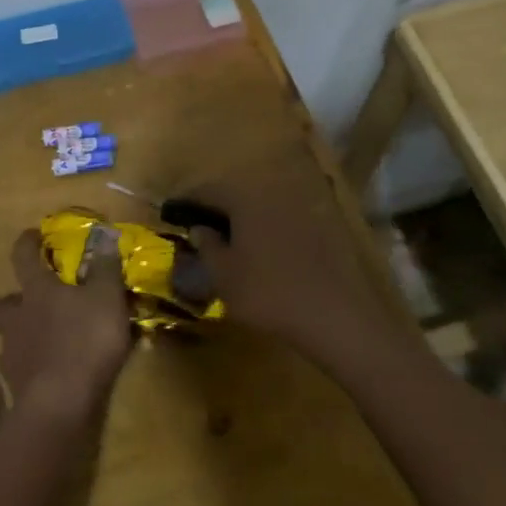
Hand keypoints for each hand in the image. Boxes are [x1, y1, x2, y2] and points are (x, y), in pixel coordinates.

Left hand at [0, 229, 132, 419]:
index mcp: (37, 290)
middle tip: (35, 303)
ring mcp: (13, 354)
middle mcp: (17, 317)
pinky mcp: (16, 386)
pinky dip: (34, 367)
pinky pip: (22, 369)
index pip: (22, 256)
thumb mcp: (106, 297)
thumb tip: (103, 235)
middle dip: (13, 300)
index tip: (33, 236)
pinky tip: (53, 373)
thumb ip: (105, 266)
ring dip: (24, 336)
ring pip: (10, 337)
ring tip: (49, 342)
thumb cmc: (84, 340)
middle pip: (1, 303)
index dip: (27, 243)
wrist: (60, 404)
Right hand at [181, 168, 380, 354]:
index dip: (186, 202)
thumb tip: (199, 229)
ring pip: (259, 207)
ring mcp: (299, 208)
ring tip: (227, 243)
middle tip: (198, 229)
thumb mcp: (224, 275)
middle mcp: (272, 193)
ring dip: (241, 220)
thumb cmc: (267, 292)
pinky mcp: (319, 228)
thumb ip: (207, 247)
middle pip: (235, 194)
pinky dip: (264, 231)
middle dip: (214, 209)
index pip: (207, 190)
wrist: (333, 315)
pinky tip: (259, 253)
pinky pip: (280, 221)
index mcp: (244, 198)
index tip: (171, 214)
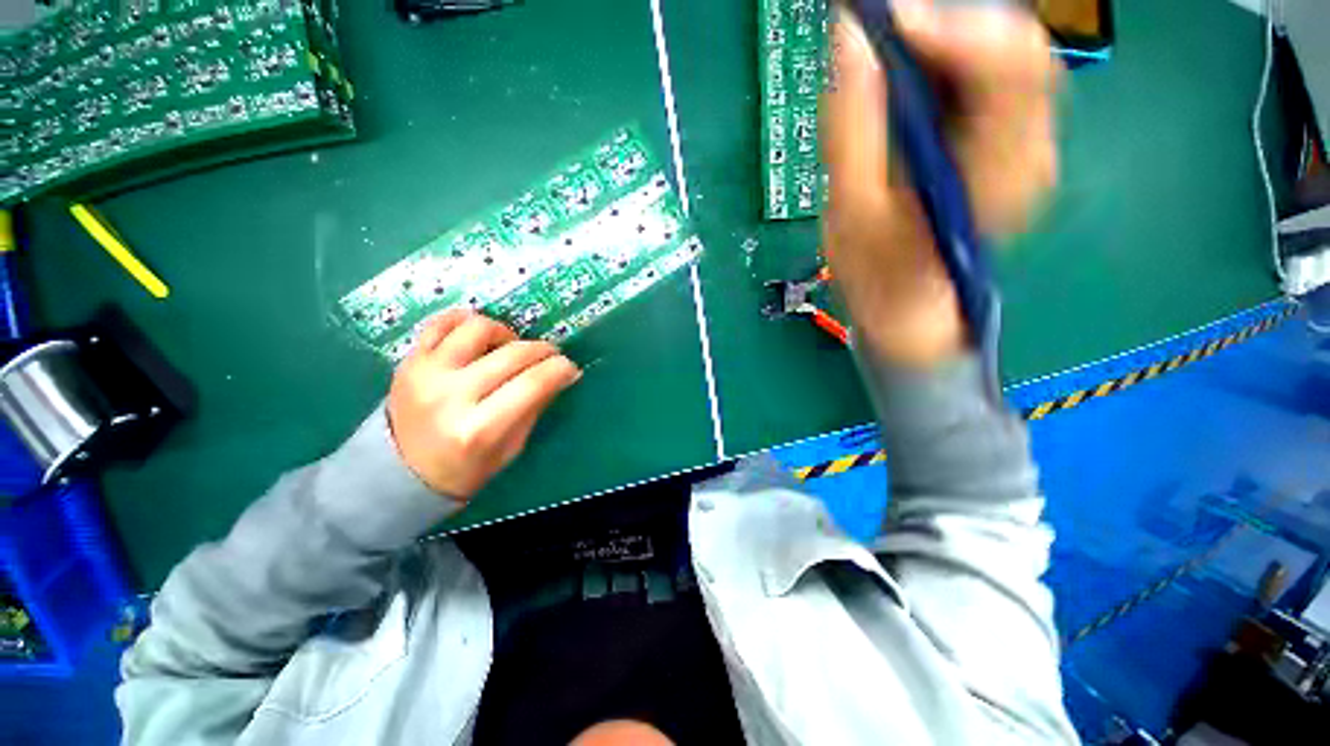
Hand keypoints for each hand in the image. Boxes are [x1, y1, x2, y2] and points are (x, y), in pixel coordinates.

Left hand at [386, 309, 581, 500]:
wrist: (401, 473)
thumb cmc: (465, 468)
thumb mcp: (511, 448)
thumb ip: (535, 406)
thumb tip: (564, 374)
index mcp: (479, 429)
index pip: (533, 383)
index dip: (560, 369)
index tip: (570, 368)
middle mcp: (450, 396)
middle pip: (513, 354)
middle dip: (543, 350)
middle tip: (551, 357)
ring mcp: (425, 374)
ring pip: (478, 327)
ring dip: (506, 333)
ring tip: (510, 348)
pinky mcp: (409, 361)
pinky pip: (441, 322)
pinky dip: (467, 321)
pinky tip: (480, 337)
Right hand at [822, 0, 1059, 365]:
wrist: (907, 308)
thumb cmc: (876, 273)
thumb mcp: (850, 210)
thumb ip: (851, 129)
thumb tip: (849, 41)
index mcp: (996, 177)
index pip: (1008, 67)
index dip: (951, 26)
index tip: (885, 19)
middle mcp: (1030, 154)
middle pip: (1014, 50)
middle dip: (944, 28)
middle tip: (880, 35)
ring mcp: (1028, 149)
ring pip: (1006, 58)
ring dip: (945, 45)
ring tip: (890, 62)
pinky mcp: (1011, 147)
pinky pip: (994, 81)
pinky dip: (952, 65)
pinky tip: (913, 86)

=-=-=

= Aim of the task =
Copy the data verbatim, skipping any image it holds.

= Response area =
Hand keypoints for each hand in the image. Boxes are [x1, y1, x2, y2] and points are (x, y), in pixel coordinates.

Left hand at [0, 229, 132, 419]:
index mcp: (37, 290)
middle tip: (35, 303)
ring mcp: (13, 354)
middle mcp: (17, 317)
pinky mcp: (16, 386)
pinky dip: (34, 367)
pinky pip: (22, 369)
index pip: (22, 256)
thumb mcp: (106, 297)
thumb tip: (103, 235)
middle dip: (13, 300)
index tip: (33, 236)
pinky tip: (53, 373)
thumb ip: (105, 266)
ring dip: (24, 336)
ring pip: (10, 337)
ring tip: (49, 342)
thumb cmc: (84, 340)
middle pip: (1, 303)
index dip: (27, 243)
wrist: (60, 404)
Right hand at [181, 168, 380, 354]:
index dip: (186, 202)
thumb tip: (199, 229)
ring pip: (259, 207)
ring mcp: (299, 208)
ring tip: (227, 243)
middle tip: (198, 229)
thumb mcp: (224, 275)
middle mcp: (272, 193)
ring dip: (241, 220)
thumb cmc: (267, 292)
pinky mcp: (319, 228)
thumb ip: (207, 247)
middle pip: (235, 194)
pinky dip: (264, 231)
middle dip: (214, 209)
index pip: (207, 190)
wrist: (333, 315)
pinky tip: (259, 253)
pinky pip: (280, 221)
index mcp: (244, 198)
index tip: (171, 214)
Hand keypoints for each hand in the image. Boxes are [x1, y1, x2, y2] and points are (x, y), in pixel coordinates.

Left hand at [386, 309, 581, 500]:
wrist: (401, 473)
thumb cmc: (465, 468)
thumb mcp: (511, 448)
thumb ip: (535, 406)
thumb tip: (564, 374)
index mcp: (479, 429)
index pip: (533, 383)
index dip: (560, 369)
index tip: (570, 368)
middle mcp: (450, 396)
middle pip: (513, 354)
middle dip: (543, 350)
middle tip: (551, 357)
ring mcp: (425, 374)
ring pip: (478, 327)
ring dip: (506, 333)
ring tip: (510, 348)
pinky mcp: (409, 361)
pinky pip: (441, 322)
pinky dip: (467, 321)
pinky tip: (480, 337)
Right hand at [822, 0, 1059, 365]:
wrist: (907, 308)
thumb cmc: (876, 273)
thumb mcp: (850, 210)
thumb ip: (851, 129)
thumb tip: (849, 41)
index mcp: (996, 177)
index pip: (1008, 67)
index dip: (951, 26)
index tip: (885, 19)
middle mcp: (1030, 154)
middle pip: (1014, 50)
middle dip: (944, 28)
middle tip: (880, 35)
ring mcp: (1028, 149)
ring pip: (1006, 58)
ring dip: (945, 45)
ring tip: (890, 62)
pinky mcp: (1011, 147)
pinky pip: (994, 81)
pinky dip: (952, 65)
pinky tip: (913, 86)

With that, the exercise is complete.